Caça francês destrói avião que violou exclusão aérea na Líbia

Caça francês no Mediterrâneo/AP Direito de imagem AP
Image caption A França integra coalizão militar que participa de intervenção na Líbia

O governo da França anunciou nesta quinta-feira que um caça francês destruiu um avião líbio que voava na zona de exclusão aérea estabelecida no país do norte africano.

Segundo as Forças Armadas francesas, a aeronave acabara de pousar na cidade de Misrata (leste do país) quando foi atacada.

Esse foi o primeiro ataque do tipo desde a imposição da zona de exclusão aérea, estabelecida na semana passada por uma resolução do Conselho de Segurança da ONU com o objetivo de proteger civis de ataques das forças leais ao líder líbio Muamar Khadafi.

Uma coalizão de países, entre eles os Estados Unidos, tem lançado ataques na Líbia desde o fim de semana para torná-la uma realidade.

Na quarta-feira, funcionários do governo britânico haviam dito que a força aérea líbia perdera seu poder de combate.

Ataque

Relatos iniciais davam conta de que o avião líbio, um monomotor G-2/Galeb, estava no ar ao ser atingido.

Mas o porta-voz das Forças Armadas francesas Thierry Burkhard afirmou posteriormente que o avião tinha acabado de pousar quando foi atacado pelo jato francês, um Rafale.

Nesta quinta-feira, forças da coalizão atacaram alvos na Líbia pela quinta noite consecutiva.

O ministro das Relações Exteriores francês, Alain Juppé, disse esperar que a capacidade militar das forças pró-Khadafi seja destruída em “dias ou semanas”

Leia mais na BBC Brasil: Destruição militar da Líbia será ‘em dias ou semanas’, diz chanceler francês

Misrata

O secretário-geral da ONU, Ban Ki-moon, disse que até o momento não há sinais de que Khadafi atendeu a exigência da ONU de que declare um cessar-fogo imediato, estabelecida na resolução que criou a zona de exclusão aérea.

Nesta quinta-feira, testemunhas descreveram novos combates em Misrata, que vem sendo palco de uma dura batalha pelo controle da cidade.
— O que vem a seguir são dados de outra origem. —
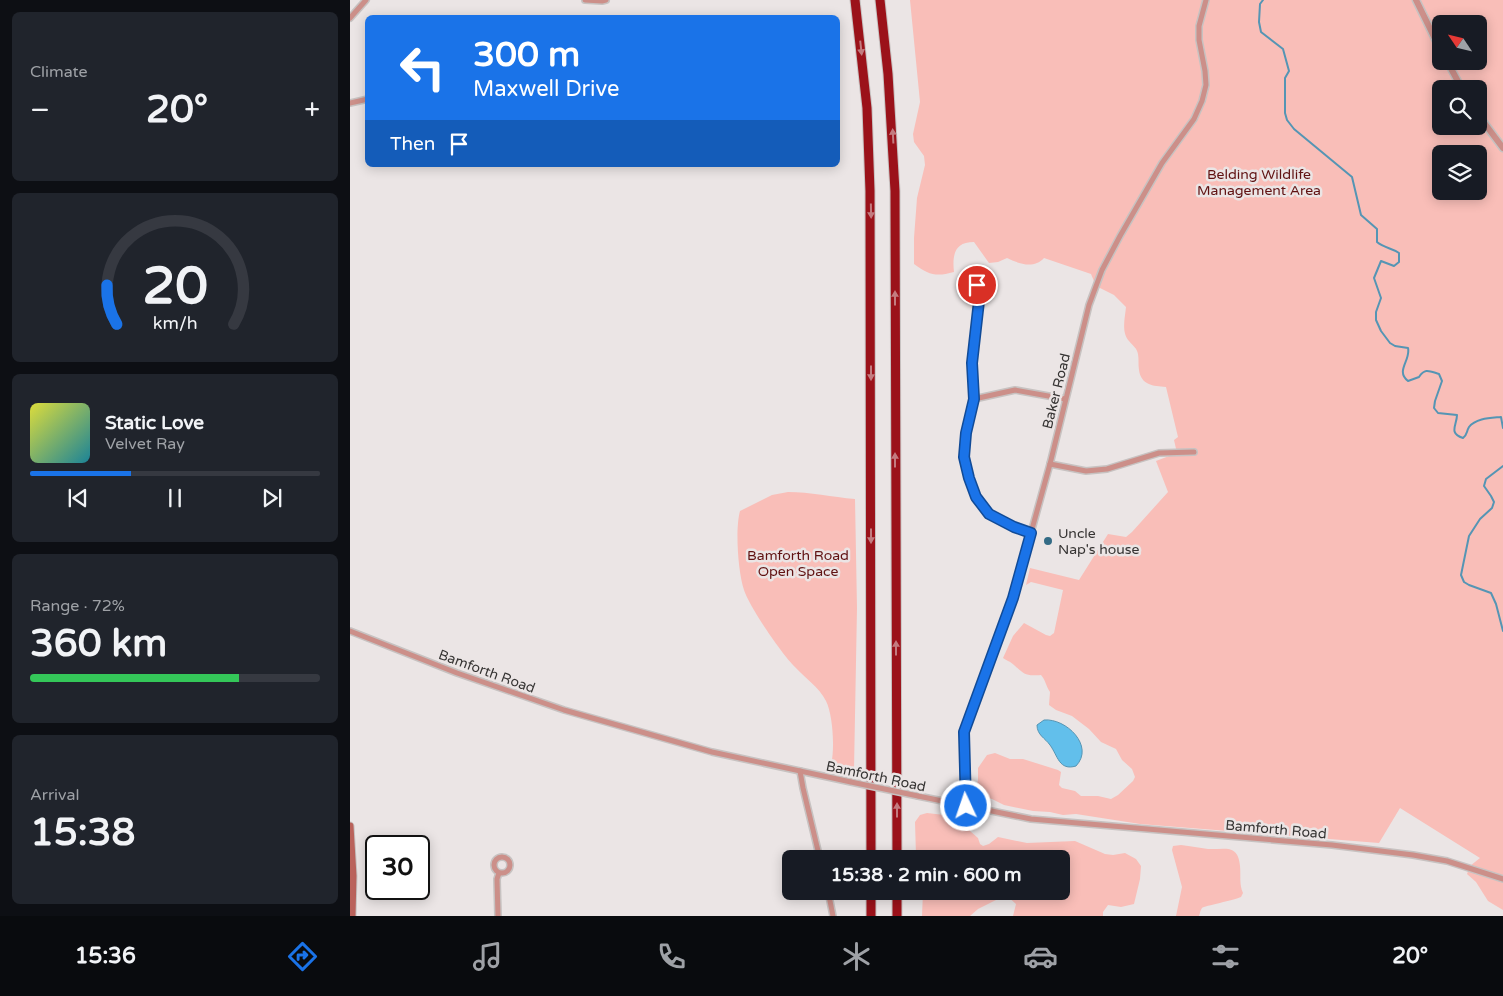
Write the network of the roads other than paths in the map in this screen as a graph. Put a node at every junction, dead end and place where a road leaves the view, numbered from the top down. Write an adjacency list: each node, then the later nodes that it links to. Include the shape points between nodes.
1 (366, 0): 8 (street)
2 (585, 0): 3 (street)
3 (606, 0)
4 (855, 0): 25 (highway, one-way to 25, via 866,100 870,191)
5 (880, 0): 26 (highway, one-way to 5, via 895,191)
6 (1206, 0): 15 (street, Baker Road, via 1199,26 1206,85 1202,100 1194,119 1162,163 1102,270 1089,305)
7 (1416, 0): 9 (street)
8 (350, 18)
9 (1432, 33)
10 (365, 100): 11 (street)
11 (350, 103)
12 (1487, 127): 13 (street)
13 (1503, 148)
14 (979, 301): 16 (street, via 972,363)
15 (1065, 398): 16 (street, via 1015,390); 18 (street, Baker Road)
16 (974, 399): 19 (street, via 964,457 976,497 989,514)
17 (1194, 452): 18 (street, via 1159,453 1106,469 1086,471)
18 (1050, 464): 19 (street, Baker Road)
19 (1031, 533): 22 (street, Baker Road, via 1013,598 964,732)
20 (350, 631): 21 (street, Bamforth Road, via 564,710 680,744)
21 (800, 771): 22 (street, Bamforth Road, bridge); 24 (street)
22 (966, 806): 28 (street, Bamforth Road, via 1031,819 1413,855 1448,861)
23 (350, 826): 32 (main road)
24 (818, 850)
25 (871, 850)
26 (897, 850)
27 (499, 873): 33 (street)
28 (1503, 879)
29 (830, 900): 34 (street)
30 (871, 900): 35 (highway)
31 (897, 900): 36 (highway)
32 (352, 916)
33 (498, 916)
34 (833, 916)
35 (871, 916)
36 (897, 916)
Na periferia da cidade, pelo menos dois tanques de Khadafi teriam sido destruídos pela coalizão, mas há informações de que outros estariam na cidade, na região do porto.

Um morador disse à BBC que muitas grandes explosões foram ouvidas à noite.

“Mesmo agora, nós continuamos a ouvir os aviões circulando sobre Misrata”, disse ele.

“As forças de Khadafi ocuparam a rua principal – há muitos atiradores sobre os telhados naquela rua. Eles estão atirando indiscriminadamente na rua principal e em ruas próximas”, afirmou o morador.

Mais ao leste, na cidade de Ajdabiya, residentes relataram bombardeios, tiros e incêndios em casas.

A TV estatal da Líbia exibiu imagens de funerais de pessoas que teriam morrido nos ataques da coalizão e disse que a ofensiva já matou cem civis.

A coalizão alega que tem visado apenas alvos militares para evitar mortes de inocentes.

Ban Ki-moon voltou a pedir a todos os combatentes líbios (pró ou anti-Khadafi) que cessem as hostilidades.

“Todos os que violarem a lei humanitária internacional e de direitos humanos serão considerados integralmente imputáveis”, disse seu porta-voz Martin Nesirky.

Otan

Após negociações com outros países da Otan, a Turquia indicou nesta quinta-feira que passou a aceitar que a aliança assuma a liderança da missão na Líbia.

De acordo com a agência de notícias turca Anatolia, chanceler turco, Ahmet Davutoglu, disse que um consenso foi alcançado após consultas com representantes de Estados Unidos, França e Grã-Bretanha e que a operação “será completamente entregue à Otan”.

“Todas as preocupações e temores da Turquia foram eliminados”, disse, indicando que o bloco deve assumir a liderança em alguns dias.

A Turquia, que pertence à Otan, vinha resistindo à ideia de entregar a aliança papel preponderante na Líbia – algo que vinha sendo defendido por países da Aliança, como os Estados Unidos.